What is expected:
Search the records for the string "Allee" and return each line that has it.

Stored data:
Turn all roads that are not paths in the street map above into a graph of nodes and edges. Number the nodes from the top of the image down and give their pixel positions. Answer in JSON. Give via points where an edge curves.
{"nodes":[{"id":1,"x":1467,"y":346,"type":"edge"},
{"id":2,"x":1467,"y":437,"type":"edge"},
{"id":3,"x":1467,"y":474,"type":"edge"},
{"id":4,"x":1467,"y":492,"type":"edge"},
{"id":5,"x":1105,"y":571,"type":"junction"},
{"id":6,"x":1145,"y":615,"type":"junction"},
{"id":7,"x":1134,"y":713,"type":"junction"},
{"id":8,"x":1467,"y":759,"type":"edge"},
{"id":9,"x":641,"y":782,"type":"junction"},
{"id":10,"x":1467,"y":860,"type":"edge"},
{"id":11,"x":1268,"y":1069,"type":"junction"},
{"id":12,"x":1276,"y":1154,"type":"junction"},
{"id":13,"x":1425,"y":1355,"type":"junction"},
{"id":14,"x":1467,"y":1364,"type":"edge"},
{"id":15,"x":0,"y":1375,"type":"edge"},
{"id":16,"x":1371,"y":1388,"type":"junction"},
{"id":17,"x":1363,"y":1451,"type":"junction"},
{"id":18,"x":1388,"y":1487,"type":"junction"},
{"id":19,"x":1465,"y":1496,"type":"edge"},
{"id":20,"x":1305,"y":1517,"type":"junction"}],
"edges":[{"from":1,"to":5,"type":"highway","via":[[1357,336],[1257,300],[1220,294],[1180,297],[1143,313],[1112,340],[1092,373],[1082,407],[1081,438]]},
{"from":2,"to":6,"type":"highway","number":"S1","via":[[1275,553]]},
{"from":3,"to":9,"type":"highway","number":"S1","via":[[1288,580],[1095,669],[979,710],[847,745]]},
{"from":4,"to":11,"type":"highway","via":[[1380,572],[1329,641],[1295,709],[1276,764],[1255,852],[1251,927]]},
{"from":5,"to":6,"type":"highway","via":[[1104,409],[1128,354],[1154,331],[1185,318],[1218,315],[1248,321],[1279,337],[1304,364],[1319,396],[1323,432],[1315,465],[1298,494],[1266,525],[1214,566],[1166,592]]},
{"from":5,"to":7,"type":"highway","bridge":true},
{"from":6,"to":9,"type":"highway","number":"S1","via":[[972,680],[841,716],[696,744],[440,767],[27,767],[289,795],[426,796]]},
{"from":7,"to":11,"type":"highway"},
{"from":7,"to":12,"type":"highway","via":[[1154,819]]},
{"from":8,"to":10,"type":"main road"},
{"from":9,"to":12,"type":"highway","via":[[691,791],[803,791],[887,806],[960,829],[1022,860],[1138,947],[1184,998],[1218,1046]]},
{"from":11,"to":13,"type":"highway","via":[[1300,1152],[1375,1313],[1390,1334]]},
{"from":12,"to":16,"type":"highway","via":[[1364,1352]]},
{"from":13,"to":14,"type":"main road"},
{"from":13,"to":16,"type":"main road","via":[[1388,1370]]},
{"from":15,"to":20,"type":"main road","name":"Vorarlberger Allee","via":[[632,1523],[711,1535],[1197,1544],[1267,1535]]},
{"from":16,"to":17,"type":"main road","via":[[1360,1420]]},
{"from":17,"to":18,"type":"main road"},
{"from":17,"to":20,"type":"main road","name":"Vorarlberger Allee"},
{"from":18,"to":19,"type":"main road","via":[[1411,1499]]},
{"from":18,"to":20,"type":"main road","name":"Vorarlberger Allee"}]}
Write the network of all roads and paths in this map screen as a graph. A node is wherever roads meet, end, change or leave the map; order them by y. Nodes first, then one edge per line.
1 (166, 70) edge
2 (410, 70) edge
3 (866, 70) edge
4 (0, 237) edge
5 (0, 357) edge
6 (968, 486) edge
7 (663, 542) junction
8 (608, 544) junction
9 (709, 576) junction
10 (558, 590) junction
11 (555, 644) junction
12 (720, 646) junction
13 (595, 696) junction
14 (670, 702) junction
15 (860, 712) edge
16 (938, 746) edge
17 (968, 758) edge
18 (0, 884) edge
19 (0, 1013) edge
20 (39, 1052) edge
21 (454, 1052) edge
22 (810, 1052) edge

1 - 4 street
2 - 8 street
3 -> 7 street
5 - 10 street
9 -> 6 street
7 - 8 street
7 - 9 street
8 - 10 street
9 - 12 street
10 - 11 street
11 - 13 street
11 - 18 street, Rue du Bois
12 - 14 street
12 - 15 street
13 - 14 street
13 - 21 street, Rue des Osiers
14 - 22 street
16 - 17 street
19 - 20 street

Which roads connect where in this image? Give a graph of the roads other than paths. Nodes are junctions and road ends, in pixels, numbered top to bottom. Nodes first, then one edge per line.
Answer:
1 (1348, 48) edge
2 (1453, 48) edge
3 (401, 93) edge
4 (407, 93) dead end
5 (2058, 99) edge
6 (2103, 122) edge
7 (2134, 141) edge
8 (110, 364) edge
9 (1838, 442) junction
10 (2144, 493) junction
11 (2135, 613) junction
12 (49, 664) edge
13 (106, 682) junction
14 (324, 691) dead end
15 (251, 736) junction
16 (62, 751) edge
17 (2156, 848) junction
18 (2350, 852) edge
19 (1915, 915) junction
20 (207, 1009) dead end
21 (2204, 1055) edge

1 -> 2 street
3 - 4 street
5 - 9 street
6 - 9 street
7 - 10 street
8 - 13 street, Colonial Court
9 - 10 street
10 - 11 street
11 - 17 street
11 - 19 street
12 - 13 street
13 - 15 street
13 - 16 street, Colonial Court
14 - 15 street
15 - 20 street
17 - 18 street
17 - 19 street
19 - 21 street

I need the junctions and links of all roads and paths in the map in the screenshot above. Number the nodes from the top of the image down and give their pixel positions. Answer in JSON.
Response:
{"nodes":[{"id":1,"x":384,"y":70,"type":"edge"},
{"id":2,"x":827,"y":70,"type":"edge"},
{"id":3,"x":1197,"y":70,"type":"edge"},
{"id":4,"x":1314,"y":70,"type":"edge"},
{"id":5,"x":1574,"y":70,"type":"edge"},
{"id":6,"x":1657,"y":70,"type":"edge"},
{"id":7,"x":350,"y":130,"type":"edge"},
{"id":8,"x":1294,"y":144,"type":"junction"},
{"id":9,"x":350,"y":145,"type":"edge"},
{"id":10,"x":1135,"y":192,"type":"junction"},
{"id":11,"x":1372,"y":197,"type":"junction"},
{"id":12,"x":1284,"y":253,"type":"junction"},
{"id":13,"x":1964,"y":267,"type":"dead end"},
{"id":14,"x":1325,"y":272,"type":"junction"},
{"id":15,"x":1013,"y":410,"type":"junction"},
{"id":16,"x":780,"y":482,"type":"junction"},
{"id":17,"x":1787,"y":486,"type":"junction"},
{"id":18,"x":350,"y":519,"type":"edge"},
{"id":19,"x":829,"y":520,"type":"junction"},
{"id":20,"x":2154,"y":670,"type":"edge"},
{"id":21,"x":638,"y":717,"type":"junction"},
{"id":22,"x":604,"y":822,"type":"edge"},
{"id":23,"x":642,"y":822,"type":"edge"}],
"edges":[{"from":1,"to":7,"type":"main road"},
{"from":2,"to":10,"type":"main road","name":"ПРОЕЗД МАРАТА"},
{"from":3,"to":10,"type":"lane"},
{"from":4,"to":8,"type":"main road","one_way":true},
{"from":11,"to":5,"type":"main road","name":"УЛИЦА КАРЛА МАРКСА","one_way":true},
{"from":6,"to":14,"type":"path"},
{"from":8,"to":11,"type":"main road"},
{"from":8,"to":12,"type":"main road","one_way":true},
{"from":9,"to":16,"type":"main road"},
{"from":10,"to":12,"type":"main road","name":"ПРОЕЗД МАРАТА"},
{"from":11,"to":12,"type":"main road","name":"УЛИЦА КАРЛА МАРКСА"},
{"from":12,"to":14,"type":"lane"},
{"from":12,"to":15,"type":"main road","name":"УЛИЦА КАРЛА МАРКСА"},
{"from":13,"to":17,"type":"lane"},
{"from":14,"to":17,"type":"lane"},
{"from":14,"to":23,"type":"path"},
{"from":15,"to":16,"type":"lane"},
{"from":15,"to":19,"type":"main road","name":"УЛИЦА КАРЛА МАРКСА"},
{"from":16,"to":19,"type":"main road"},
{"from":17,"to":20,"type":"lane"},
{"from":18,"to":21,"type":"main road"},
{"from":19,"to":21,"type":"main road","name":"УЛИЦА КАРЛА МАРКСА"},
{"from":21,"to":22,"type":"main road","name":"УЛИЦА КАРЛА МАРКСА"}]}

Output of the task:
{"from":15,"to":20,"type":"main road","name":"Vorarlberger Allee","via":[[632,1523],[711,1535],[1197,1544],[1267,1535]]},
{"from":17,"to":20,"type":"main road","name":"Vorarlberger Allee"},
{"from":18,"to":20,"type":"main road","name":"Vorarlberger Allee"}]}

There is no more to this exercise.